Making sea ice 300 miles from the ocean
Marc Mueller-Stoffels unscrews the top of a glass jar and invites a visitor to smell the powder inside. A sniff evokes the image of kayaking Prince William Sound or walking a beach in Southeast.
“We call it ‘Instant Ocean,’” he says, returning the lid to the jar.
Mueller-Stoffels, a doctoral student in the Physics Department at the University of Alaska Fairbanks, uses the white contents of the jar — different types of salts found in seawater all over the world — to create homebrewed ocean. With that ocean, in a room held at minus 4 degrees Fahrenheit and 300 miles from the nearest tidewater, he grows sea ice of the type that floats on top of the world.
He makes sea ice to help researchers like Hajo Eicken of the University of Alaska Fairbanks Geophysical Institute learn about the tiny pores that form in it, how salty brine moves through huge chunks of sea ice, and to see how those microscopic forces affect ice as a whole.
“How well is sea ice able to retain water?” Eicken asked. “How much water pools at its surface in summertime (absorbing heat and encouraging ice melt)?”
Northern sea ice is making headlines for covering less of the Arctic Ocean even in frigid darkness of midwinter. Some scientists think the Northwest Passage could be wide open in summertime within the next few decades. Some think it won’t take that long.
Eicken looks at the microscopic properties of sea ice so he might learn something about the larger body of ice. Sea ice is different from fresh-water ice in that it forms at a colder temperature (about 28 degrees F) and is riddled with pores filled with brine. These crevices host a surprising variety of tiny life forms, from bacteria to algae.
“Seals and polar bears all depend on microorganisms that live in ice,” Eicken said. Norwegian explorer Fridtjof Nansen wrote in 1897 that northern seal hunters called discolored ice “seal ice.” Where they found seals, there was ice darkened by billions of single celled algae living within it.
Eicken and his colleagues Christopher Krembs of the Washington State Department of Ecology and Jody Deming of the University of Washington teamed on a recent paper in which they pondered whether the slime generated by tiny diatoms that live in sea ice alters their frozen environment to their advantage. The scientists wrote of a microscopic creature that lives in sea ice and produces “copious amounts of mucus.”

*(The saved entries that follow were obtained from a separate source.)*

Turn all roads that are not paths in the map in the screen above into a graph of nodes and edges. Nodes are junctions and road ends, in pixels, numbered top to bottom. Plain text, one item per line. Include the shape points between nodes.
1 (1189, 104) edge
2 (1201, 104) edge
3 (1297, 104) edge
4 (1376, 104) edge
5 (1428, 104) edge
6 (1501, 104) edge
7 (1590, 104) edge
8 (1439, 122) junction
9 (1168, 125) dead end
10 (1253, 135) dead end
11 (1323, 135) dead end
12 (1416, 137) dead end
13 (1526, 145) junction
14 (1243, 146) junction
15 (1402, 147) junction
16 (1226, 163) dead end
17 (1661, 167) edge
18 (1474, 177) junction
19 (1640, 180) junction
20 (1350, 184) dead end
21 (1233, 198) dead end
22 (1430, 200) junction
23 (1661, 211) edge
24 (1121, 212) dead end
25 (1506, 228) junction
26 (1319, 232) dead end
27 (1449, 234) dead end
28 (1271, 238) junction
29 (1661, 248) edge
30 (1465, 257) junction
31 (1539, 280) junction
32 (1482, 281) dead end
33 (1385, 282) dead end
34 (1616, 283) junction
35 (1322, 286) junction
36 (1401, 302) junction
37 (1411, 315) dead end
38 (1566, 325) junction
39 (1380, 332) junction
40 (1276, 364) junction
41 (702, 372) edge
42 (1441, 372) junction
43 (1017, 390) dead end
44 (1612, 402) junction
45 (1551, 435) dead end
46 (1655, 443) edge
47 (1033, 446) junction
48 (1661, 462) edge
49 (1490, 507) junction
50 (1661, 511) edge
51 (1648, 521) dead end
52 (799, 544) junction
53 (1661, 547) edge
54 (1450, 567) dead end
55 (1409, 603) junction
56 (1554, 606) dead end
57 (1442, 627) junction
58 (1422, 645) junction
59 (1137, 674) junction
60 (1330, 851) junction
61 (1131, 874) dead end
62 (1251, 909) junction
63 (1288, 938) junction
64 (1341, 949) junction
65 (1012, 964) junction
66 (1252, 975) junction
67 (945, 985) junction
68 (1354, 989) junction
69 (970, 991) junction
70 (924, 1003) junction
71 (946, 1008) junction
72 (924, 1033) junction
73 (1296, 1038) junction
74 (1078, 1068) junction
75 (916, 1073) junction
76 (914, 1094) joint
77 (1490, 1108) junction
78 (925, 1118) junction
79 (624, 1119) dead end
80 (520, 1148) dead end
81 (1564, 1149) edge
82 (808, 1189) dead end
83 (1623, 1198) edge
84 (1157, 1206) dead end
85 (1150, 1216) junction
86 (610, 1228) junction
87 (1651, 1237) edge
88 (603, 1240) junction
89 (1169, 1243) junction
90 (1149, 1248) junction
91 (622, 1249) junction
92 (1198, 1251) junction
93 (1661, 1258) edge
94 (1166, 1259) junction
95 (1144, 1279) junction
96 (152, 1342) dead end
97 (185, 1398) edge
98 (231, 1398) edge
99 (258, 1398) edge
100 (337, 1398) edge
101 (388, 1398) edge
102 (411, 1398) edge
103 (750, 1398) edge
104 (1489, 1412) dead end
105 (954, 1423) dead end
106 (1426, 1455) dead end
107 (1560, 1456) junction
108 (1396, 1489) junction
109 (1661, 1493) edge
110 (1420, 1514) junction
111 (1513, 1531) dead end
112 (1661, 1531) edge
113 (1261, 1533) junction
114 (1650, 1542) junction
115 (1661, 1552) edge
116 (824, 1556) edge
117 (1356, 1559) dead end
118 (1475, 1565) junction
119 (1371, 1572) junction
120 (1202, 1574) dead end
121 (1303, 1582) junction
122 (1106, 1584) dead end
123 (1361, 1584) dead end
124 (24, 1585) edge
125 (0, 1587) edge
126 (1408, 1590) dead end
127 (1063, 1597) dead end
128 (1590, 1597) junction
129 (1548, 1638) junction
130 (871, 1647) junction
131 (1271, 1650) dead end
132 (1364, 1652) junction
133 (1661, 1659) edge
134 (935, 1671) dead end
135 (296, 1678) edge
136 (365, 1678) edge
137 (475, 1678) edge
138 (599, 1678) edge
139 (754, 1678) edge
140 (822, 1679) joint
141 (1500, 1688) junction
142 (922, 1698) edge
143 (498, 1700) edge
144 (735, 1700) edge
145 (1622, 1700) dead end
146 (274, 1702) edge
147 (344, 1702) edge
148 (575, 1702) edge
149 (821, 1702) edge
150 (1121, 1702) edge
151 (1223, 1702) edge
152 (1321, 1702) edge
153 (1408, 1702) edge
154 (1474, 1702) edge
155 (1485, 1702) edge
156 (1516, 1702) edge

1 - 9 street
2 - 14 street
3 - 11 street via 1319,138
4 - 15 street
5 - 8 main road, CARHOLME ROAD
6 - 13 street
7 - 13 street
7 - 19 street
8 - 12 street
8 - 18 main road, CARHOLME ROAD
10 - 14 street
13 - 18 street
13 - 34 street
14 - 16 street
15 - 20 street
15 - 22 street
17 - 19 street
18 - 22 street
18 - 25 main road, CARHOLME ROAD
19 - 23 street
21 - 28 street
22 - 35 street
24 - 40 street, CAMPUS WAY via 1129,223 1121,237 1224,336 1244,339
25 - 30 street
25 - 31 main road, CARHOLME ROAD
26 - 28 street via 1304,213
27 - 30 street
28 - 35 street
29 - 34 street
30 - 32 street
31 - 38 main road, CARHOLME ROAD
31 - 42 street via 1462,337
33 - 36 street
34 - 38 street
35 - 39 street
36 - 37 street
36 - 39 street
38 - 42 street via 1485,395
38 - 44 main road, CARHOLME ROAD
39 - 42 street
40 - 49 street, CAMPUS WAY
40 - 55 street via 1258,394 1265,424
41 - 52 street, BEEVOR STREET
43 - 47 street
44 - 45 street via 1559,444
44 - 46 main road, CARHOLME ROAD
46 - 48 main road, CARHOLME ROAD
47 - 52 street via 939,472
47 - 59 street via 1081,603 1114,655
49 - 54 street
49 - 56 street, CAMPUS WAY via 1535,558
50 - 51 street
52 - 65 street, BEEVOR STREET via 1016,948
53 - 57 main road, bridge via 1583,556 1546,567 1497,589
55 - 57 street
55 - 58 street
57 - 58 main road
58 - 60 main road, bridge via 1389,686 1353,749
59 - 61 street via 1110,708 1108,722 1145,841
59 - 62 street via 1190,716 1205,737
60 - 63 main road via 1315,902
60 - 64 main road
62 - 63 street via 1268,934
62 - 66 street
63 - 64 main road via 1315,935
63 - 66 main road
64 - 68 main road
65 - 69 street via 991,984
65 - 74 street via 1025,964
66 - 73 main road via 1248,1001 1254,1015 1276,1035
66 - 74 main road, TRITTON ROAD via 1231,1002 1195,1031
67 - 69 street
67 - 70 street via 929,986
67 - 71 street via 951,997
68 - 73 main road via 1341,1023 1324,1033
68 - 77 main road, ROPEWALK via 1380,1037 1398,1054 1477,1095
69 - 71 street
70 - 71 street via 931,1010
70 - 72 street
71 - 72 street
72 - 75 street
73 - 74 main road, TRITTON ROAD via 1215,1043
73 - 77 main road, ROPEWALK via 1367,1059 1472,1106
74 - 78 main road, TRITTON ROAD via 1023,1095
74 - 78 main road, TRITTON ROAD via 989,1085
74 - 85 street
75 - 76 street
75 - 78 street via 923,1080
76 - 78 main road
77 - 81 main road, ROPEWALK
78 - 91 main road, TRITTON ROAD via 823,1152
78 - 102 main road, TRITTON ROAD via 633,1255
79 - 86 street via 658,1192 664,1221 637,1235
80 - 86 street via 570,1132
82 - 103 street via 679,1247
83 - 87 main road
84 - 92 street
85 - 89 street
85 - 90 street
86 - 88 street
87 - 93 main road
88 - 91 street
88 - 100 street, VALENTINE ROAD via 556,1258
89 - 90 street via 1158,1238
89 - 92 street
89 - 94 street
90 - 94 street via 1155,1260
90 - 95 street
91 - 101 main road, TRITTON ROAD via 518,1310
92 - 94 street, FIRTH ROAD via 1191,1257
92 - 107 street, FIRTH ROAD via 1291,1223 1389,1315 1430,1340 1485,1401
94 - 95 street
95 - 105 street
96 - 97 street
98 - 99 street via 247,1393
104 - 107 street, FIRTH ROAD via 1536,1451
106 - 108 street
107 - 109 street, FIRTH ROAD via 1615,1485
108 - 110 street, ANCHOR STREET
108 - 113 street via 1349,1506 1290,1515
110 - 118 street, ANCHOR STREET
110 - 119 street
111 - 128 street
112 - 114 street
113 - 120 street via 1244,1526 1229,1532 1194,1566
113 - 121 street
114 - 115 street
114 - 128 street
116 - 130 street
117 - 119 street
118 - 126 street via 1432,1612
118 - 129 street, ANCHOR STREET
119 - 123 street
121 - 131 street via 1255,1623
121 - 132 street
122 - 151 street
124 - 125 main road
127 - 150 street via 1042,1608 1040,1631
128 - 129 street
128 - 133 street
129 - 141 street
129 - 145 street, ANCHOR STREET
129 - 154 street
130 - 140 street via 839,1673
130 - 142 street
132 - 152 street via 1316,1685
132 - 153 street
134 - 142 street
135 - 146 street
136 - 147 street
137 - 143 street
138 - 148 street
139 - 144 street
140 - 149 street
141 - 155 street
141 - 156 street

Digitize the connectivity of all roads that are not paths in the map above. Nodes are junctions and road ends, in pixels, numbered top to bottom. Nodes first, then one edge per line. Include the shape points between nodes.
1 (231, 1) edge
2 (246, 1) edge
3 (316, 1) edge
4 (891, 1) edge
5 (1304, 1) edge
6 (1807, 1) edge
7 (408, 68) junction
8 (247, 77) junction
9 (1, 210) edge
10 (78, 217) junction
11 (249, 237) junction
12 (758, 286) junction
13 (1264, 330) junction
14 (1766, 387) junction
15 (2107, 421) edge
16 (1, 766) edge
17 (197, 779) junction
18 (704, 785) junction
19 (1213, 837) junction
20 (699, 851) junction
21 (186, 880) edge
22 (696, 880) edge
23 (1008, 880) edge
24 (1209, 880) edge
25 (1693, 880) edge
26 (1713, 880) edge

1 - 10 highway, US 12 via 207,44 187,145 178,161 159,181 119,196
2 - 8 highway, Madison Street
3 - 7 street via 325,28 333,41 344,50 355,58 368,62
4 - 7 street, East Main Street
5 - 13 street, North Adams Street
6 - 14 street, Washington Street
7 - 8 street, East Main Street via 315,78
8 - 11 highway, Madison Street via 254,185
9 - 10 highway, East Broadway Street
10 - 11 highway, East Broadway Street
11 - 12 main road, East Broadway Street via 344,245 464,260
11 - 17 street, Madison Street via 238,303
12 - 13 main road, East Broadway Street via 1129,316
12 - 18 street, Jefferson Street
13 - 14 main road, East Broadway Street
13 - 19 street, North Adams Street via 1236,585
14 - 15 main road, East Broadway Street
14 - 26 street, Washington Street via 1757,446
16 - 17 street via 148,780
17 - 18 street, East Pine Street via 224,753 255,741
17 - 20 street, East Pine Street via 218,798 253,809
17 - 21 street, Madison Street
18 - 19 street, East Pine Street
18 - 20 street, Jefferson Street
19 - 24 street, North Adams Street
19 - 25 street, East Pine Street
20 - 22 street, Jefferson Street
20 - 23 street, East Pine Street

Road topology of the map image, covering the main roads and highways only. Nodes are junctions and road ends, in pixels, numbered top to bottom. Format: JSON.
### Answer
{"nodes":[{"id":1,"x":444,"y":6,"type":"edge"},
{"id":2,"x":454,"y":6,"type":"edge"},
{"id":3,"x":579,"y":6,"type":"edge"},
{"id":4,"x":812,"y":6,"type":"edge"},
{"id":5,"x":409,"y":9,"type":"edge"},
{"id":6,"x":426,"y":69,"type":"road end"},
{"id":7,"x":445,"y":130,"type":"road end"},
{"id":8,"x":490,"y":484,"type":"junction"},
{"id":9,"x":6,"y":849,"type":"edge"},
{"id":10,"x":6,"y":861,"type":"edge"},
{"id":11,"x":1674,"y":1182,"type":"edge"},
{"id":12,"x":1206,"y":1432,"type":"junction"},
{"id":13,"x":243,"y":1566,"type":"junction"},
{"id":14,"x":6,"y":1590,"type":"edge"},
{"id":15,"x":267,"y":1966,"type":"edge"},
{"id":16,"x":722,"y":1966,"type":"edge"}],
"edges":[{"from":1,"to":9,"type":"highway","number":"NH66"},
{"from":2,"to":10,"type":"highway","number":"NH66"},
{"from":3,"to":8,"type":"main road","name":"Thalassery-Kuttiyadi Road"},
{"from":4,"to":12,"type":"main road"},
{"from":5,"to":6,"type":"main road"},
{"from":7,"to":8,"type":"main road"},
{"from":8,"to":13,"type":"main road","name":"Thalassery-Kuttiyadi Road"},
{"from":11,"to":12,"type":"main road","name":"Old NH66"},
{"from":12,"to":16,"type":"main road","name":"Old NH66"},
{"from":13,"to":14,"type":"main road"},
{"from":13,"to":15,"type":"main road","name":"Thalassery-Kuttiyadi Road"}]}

“The slime they produce makes the ice much more porous,” Eicken said. “It helps them (resist freezing), while it reduces the strength of the ice.”
There are no living creatures in the sea ice born in the basement of the Geophysical Institute, but it still helps researchers understand the little picture, which helps tweak computer models with which people are trying to understand the big story of sea ice.
Making sea ice in Fairbanks is a matter of practicality for Eicken. He travels to Barrow often, and has in the past brought ice samples back with him, but it degrades quickly. To study it in detail he prefers to make his own “homogeneous, reproducible ice.”
Mueller-Stoffels creates sea ice for Eicken one batch at a time. The salty liquid mixture he places in the cooler freezes in a plastic container, often leaving unfrozen slush at the bottom. When the ice and brine mixture hardens, he slices it with a band saw and then locks the rectangles of ice on a lathe and turns them. He shaves the ice until it is an opaque cylinder that fits in his palm. He later x-rays that cylinder of ice, which enables researchers to see in three dimensions the relationship between the ice crystals and the pores filled with brine.
“We use it to drive models,” Eicken said. “How can we describe this type of behavior in simpler terms?”
Mueller-Stoffels, from Germany, enjoys the challenges of making ice in a place (Fairbanks, Alaska) that gets much more extreme outside than it is in his indoor walk-in freezers.
“During cold spells I walk into the freezer and think it’s broken,” he said.